:: MATERIAL SUPPLIED ::
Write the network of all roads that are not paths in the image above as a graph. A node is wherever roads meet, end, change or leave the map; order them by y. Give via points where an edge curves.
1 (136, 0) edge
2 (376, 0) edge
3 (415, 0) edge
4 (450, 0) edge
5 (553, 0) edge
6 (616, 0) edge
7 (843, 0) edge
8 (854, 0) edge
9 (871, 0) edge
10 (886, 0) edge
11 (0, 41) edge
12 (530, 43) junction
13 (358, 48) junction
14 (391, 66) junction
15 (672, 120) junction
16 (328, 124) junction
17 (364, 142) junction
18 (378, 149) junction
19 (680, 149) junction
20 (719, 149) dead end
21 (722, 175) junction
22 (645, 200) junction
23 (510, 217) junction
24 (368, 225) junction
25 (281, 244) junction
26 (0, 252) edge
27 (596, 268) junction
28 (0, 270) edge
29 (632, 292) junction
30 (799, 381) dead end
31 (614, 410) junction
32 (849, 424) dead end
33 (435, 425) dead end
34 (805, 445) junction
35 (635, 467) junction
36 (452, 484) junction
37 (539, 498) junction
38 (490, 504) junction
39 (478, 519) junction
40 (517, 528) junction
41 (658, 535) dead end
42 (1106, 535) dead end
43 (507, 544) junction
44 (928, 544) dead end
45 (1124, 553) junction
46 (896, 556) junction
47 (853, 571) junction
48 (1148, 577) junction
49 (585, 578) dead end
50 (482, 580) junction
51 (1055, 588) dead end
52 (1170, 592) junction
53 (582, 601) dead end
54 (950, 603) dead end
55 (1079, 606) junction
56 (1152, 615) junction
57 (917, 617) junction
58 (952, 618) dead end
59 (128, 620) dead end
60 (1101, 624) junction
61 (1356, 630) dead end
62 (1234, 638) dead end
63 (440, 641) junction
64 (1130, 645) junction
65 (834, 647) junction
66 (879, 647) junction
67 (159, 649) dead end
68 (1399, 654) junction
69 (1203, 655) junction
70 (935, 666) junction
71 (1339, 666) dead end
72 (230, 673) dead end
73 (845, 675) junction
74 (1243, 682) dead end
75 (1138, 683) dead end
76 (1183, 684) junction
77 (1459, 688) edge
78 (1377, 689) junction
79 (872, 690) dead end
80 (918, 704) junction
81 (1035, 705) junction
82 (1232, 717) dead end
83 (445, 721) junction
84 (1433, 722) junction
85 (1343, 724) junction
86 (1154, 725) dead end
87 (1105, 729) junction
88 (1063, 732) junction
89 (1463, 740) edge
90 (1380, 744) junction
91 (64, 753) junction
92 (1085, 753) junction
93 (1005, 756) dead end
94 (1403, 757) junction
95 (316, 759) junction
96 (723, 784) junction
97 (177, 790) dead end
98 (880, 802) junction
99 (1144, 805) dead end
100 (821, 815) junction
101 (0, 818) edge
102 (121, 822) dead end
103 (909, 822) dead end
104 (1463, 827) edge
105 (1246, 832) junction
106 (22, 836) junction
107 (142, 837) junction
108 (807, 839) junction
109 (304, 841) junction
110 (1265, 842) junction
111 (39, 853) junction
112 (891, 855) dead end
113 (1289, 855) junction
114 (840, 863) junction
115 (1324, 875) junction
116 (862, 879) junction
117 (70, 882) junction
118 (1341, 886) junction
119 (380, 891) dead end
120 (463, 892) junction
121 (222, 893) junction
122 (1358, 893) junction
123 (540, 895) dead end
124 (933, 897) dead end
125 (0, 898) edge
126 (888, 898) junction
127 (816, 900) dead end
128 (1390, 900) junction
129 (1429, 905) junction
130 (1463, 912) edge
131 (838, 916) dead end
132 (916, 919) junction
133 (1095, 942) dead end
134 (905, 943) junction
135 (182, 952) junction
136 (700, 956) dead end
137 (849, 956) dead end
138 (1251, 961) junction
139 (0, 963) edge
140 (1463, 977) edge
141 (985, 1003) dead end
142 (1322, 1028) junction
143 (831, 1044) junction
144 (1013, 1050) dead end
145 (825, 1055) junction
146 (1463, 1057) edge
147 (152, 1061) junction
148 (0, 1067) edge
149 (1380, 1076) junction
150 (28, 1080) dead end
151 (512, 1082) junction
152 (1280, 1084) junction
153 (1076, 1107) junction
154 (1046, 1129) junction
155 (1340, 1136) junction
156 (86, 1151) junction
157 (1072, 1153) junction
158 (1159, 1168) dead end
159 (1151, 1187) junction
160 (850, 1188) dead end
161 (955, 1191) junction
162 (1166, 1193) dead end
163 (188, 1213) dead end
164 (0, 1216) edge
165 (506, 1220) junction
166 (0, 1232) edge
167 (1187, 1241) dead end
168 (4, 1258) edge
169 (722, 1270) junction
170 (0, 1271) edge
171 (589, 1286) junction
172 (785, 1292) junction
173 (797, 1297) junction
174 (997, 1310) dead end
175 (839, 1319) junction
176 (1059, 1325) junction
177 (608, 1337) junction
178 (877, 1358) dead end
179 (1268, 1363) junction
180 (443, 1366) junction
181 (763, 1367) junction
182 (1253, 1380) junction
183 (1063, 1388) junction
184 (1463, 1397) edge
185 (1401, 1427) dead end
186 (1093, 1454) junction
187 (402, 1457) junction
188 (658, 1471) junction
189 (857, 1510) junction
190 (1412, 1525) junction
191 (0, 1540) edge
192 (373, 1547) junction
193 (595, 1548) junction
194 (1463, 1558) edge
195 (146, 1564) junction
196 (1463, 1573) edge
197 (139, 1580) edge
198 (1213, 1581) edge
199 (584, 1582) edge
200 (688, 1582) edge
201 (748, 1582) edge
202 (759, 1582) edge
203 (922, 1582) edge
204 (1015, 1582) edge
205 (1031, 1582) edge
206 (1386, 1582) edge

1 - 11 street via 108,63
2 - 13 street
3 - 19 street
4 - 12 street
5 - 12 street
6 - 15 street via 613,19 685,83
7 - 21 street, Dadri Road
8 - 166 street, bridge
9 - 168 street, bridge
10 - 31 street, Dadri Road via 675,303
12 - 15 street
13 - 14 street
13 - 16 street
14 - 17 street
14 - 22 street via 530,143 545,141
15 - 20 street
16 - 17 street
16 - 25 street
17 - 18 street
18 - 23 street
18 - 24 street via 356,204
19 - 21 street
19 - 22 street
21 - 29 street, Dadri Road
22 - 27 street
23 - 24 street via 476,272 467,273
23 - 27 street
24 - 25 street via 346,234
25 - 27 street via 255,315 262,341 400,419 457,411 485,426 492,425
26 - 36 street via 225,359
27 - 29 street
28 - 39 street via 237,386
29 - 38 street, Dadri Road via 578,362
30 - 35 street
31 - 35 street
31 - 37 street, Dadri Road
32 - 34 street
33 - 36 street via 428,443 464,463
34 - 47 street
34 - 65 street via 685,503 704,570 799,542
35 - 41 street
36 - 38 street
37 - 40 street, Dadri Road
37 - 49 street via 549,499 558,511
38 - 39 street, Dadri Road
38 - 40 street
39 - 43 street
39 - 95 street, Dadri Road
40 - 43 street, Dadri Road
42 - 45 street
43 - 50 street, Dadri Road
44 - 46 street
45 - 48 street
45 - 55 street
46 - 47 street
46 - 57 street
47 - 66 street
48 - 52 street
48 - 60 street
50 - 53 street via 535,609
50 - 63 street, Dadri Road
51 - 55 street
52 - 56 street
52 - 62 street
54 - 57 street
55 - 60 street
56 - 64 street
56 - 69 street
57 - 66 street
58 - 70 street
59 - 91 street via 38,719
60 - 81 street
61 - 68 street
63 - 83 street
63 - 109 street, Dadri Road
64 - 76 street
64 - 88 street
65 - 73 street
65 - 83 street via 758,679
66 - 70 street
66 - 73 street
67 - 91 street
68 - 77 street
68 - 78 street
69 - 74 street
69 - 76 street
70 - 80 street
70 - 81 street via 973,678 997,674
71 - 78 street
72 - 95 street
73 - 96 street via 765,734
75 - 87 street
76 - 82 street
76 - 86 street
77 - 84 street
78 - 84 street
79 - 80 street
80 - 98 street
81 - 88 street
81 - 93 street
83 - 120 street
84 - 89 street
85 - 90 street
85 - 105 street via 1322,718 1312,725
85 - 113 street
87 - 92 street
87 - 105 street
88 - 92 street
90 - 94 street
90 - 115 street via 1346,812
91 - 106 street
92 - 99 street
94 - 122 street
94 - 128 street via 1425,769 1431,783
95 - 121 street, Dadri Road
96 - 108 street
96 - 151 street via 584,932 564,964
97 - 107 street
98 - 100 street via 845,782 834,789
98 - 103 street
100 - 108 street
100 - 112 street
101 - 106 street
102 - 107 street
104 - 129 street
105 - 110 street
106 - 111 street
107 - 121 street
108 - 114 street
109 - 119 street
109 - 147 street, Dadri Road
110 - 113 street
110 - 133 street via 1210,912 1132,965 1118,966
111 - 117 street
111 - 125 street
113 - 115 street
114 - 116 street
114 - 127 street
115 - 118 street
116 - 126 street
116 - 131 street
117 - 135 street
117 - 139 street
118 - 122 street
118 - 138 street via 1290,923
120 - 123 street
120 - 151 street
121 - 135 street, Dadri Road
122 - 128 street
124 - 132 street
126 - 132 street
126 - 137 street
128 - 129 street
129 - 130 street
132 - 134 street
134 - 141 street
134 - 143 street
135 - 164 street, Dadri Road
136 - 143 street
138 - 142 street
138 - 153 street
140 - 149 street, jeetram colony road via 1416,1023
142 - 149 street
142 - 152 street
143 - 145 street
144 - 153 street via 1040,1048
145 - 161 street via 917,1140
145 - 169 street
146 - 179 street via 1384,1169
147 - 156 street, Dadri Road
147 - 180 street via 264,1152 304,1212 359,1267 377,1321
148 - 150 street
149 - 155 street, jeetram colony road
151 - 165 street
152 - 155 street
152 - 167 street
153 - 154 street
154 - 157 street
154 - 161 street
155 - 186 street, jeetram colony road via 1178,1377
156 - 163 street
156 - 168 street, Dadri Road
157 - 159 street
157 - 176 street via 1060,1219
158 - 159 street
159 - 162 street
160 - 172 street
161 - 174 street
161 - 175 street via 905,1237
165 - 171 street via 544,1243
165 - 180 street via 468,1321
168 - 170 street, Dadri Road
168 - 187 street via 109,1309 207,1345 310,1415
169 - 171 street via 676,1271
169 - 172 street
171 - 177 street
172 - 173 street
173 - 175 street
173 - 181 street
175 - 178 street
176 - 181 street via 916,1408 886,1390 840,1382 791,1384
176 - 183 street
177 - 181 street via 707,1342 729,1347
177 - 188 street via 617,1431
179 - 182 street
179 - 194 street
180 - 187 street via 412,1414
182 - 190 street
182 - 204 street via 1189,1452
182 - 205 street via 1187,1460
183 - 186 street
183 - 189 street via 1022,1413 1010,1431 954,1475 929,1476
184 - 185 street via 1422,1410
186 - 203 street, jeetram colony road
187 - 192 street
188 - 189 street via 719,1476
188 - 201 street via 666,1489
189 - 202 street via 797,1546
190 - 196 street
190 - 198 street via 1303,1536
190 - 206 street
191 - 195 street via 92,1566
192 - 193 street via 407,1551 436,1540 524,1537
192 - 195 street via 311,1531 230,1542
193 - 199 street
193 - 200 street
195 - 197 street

:: PROBLEM ::
Wherever a line above contains "jeetram", copy that line.

:: EXERCISE OUTPUT ::
140 - 149 street, jeetram colony road via 1416,1023
149 - 155 street, jeetram colony road
155 - 186 street, jeetram colony road via 1178,1377
186 - 203 street, jeetram colony road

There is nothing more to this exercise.